ADDICTED TO NOISE by Michael Goldberg

Cover designed by Todd Alcott is based on original Ace Double art for JUNKIE

“When I was growing up, I never felt like a whole person. I always thought there was something mentally wrong with me. I ran away from home a lot as a kid, looking for something. But I didn’t know what it was. There was something missing inside of me, I felt. I didn’t feel I was 100 percent human….Of course, not having a father had a lot to do with it. Being raised by a mother who had to work two jobs all her life had a lot to do with it. Being Black and born in the ghetto and not thinking that you can get out. That’s what most of us go through. Most Black people born in the United States today have a psychological defect. We’re born into something that’s not what we perceive life to be.

“We’re born in fucking ghettos of poverty, drugs, pimps, gangsters, prostitutes, guns. That is what you call mental illness. So from jump street, Black people are mental patients in the hospital of fucking life. A lot of Blacks don’t understand this. So I’m here to tell them: Look at it like it’s a mental hospital. And like in any hospital, the first thing you have to do is get well. And to get well, we have to say we are somebody, we are relevant to life, we can get out of here, and we don’t have to pick up guns and kill people and pimp our sisters. We don’t have to gangbang. And we can get out.”

—Rick James

Yep, you read that right. That’s Rick James talking, from a new collection of interviews called ADDICTED TO NOISE by former ROLLING STONE Senior Writer Michael Goldberg. (I previously reviewed Goldberg’s biography of James Calvin Wilsey, WICKED GAME.) His forte is the extended profile, with a mixture of quotes from the artist, quotes from others, and commentary from Goldberg. The book also contains variations on the interview form such as barely edited Q&As and monologues, most of them less successful. The Q&As can be muddled and repetitious (the Patti Smith piece particularly needed a harsher edit), and some of the hostile interviews (e.g. with Zappa or Flipper or the Sex Pistols) are embarrassing to sit through, even vicariously.

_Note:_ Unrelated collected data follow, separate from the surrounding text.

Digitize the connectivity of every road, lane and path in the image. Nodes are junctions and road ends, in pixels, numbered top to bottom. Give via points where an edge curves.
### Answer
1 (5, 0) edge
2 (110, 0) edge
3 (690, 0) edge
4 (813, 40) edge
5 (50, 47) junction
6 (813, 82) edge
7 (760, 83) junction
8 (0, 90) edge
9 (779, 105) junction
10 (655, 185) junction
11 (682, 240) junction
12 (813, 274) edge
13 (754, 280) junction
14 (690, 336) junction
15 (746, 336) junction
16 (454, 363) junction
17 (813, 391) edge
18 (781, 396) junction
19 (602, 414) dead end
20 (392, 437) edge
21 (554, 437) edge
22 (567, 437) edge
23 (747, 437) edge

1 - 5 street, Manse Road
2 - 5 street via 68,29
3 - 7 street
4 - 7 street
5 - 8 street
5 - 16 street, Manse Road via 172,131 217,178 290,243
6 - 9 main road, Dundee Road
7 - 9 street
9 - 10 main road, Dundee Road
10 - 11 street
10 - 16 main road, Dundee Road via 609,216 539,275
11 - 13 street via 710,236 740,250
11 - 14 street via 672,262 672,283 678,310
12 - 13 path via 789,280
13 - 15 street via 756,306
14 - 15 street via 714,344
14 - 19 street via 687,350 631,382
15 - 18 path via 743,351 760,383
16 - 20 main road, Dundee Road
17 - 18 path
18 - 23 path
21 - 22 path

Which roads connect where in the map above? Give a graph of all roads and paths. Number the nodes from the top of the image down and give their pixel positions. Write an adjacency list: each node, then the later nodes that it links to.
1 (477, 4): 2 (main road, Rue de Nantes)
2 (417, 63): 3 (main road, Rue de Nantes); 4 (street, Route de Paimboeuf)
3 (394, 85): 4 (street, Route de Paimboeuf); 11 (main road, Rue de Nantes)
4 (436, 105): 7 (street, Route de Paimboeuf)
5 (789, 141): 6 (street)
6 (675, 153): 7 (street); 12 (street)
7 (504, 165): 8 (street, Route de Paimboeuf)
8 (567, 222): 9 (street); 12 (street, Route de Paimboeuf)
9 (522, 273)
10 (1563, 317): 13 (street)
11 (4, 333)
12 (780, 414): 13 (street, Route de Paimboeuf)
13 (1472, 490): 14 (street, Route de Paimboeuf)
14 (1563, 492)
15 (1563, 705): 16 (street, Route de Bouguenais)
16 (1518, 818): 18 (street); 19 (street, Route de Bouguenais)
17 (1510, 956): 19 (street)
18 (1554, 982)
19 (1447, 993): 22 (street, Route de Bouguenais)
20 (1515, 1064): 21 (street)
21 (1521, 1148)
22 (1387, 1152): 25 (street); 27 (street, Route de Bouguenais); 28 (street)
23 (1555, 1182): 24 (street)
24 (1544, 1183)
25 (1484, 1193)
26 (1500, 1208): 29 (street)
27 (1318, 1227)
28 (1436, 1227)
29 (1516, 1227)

But when he’s on, Goldberg can come up with a moving and insightful story that changes the way you see an artist. His Stevie Wonder profile is worth the price of the collection all by itself, if only for the moment when Wonder acknowledges his perpetual tardiness.

“People seldom have a real perspective on what it takes. They just go, ‘Damn, he took so long.’ They don’t realize all the many experiences you have to go through.

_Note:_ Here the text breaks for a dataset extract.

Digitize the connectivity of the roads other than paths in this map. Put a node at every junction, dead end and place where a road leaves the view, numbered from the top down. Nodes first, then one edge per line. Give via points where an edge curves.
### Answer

“People do not understand lots of times. Which is okay. I mean, I’m not saying people have to change their lives for me. But if I’m what they want to be involved with, if this situation means that, as opposed to being 3 o’clock, it’s gonna be 9 o’clock or 10 o’clock, and if during all of that time between when it was supposed to be and the time it’s gonna be, I am honestly dealing with something else, then that’s just what that is. I can’t say that a computer’s going to break down. Basically all you can do is the best you can do.”

Goldberg needs time and space to do his best work. When he has enough column inches and access to an artist for days at a time, he can come up with pieces like the one on Brian Wilson’s first solo album, where the walls come down and you really feel like you’re seeing into people’s hearts. He managed the same feat with Brian’s brother Dennis, even with the disadvantage of writing it after Dennis’s death.

Another highlight of the book is a close comparison of Dylan’s “Desolation Row” with Jack Kerouac’s DESOLATION ANGELS. I knew Dylan was a plagiarist (e.g. “With God on Our Side” swipes the melody from “The Patriot Game”; Dylan famously stole Dave Van Ronk’s arrangement of “House of the Rising Sun”) but this time it was personal. “Desolation Row” is my second-favorite Dylan song (after “Positively 4th Street”), and Goldberg’s case for Dylan’s looting is disappointingly persuasive.

Other highlights include an in-depth report on the death of San Francisco’s KSAN as a progressive free-form music station, and personality pieces on Chris Isaak and Michael Jackson.

I can’t imagine a reader who would enjoy everything in this overlong book. At the same time, I can’t imagine a serious music fan who wouldn’t find at least a few pieces to love, pieces that turn a distant icon into a living, feeling human being.